Last June, the nonprofit I help lead, Per Scholas, was invited by NBCUniversal to visit their headquarters at 30 Rockefeller Center and participate in the business equivalent of speed dating – namely, speed consulting. The program was called "HR for Good" and the approach appealed to my organization since we had grown rapidly in a short amount of time, expanding from one location in New York City to six sites across the country, and from 50 to 80 employees. That growth meant we had to reevaluate many of the ways we were approaching talent management, and we were thrilled to be able to turn for help to human resources professionals at an established organization like NBCUniversal.
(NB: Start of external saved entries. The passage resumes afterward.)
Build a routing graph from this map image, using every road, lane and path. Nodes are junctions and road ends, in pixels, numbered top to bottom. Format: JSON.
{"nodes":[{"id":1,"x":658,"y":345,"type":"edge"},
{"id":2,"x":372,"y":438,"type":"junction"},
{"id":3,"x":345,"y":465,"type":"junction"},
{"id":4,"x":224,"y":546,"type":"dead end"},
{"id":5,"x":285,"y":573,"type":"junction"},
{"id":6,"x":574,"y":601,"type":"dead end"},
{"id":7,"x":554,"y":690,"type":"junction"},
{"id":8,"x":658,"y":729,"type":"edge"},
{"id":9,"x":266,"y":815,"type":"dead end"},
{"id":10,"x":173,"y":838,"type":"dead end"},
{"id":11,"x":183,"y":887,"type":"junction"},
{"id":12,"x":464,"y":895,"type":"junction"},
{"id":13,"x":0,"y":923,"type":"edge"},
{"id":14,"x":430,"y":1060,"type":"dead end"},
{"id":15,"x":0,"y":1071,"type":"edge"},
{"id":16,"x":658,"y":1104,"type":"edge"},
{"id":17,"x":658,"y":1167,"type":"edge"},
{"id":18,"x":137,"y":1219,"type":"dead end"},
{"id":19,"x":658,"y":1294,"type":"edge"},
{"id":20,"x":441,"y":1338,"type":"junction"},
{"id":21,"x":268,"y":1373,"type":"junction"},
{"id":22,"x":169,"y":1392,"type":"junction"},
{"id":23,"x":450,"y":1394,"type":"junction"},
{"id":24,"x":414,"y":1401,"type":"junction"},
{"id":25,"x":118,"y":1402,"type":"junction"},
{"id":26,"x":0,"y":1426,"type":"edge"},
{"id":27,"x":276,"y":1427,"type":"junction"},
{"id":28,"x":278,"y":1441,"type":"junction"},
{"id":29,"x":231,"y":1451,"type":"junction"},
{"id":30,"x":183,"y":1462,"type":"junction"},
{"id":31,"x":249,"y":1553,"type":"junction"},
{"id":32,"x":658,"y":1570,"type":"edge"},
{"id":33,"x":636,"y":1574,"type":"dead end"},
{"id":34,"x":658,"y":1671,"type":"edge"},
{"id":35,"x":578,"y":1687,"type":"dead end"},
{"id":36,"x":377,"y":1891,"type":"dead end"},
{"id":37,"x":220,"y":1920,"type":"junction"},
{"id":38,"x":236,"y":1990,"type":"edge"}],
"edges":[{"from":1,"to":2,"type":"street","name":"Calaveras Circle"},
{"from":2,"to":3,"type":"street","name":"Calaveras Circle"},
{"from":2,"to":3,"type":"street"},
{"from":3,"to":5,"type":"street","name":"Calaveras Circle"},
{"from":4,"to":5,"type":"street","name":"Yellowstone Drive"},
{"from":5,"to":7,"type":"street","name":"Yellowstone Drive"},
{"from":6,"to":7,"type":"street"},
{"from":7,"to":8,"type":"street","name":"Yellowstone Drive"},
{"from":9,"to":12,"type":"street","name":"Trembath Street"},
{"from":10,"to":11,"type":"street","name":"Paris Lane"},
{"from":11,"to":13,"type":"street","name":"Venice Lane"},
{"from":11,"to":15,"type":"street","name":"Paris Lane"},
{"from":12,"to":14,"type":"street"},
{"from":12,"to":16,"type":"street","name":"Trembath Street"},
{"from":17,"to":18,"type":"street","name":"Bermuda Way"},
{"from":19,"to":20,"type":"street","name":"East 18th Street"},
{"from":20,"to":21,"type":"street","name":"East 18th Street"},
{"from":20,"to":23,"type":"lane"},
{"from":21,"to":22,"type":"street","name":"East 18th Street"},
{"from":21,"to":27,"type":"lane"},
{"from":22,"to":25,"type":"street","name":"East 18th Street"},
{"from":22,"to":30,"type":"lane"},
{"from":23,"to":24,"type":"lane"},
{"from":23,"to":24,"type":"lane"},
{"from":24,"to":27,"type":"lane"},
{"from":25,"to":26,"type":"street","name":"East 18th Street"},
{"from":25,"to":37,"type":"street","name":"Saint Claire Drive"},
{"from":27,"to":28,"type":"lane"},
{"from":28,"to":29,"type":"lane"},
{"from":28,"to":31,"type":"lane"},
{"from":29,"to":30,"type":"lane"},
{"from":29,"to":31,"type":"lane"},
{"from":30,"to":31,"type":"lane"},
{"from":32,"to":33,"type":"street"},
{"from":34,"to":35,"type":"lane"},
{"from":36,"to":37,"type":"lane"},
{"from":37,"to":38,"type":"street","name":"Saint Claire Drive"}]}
Per Scholas is an employer-focused national nonprofit developing tech talent in overlooked communities. Our values are deeply rooted in the belief much of our nation’s talent is hidden in plain sight: people in overlooked communities may lack the opportunities — but not the motivation or intellectual curiosity — to join the ranks of our nation’s growing tech sector. While providing over 1,000 students a year with technical and professional skills that lead to life-changing job opportunities, we remain keenly focused on ensuring that we support our talented and growing national staff. And given our rate of growth last year, we recognized the continued need to tap into critical expertise outside our organization to further our mission.

The NBCUniversal program we participated in was just a day long, and we were one of about a dozen nonprofits signed up, but the HR professionals we met were able to address our questions on topics from performance-based merit increases to alternative work arrangements. We had the opportunity to rotate between three rooms with three to five HR professionals who had decades of experience in various areas of human resources and talent management. Their depth of experience also enabled them to understand the importance of offering recommendations that we could implement immediately. Not only were the teams eager and engaged, but the environment in the NBCUniversal Talent Lab was inviting and created a fantastic space for innovation and creativity.

It is approaches like "HR for Good" that bring life to the ways that companies and communities can thrive working together − and that’s especially relevant as the lines blur between business and social good, and companies seek more intentional ways of reinvesting in communities. That is why I’m thrilled that this month NBCUniversal will hold another speed consulting session for local nonprofits as part of Comcast Cares Day, making this pro bono program an official part of the company’s 16-year tradition of celebrating volunteerism. These and other initiatives that bring together skilled professionals with lesser-resourced nonprofits is significant. Not only does it add substantial value to the nonprofit community, it provides leadership development and engagement opportunities for employees.

As Comcast Cares Day approaches and so many of us embrace April as "National Volunteer Month," I am grateful to the tens of thousands of people across the country and world who participate in Comcast Cares Day, and I challenge all of us to think creatively about the many ways we can invest time and talents in causes we care most deeply about.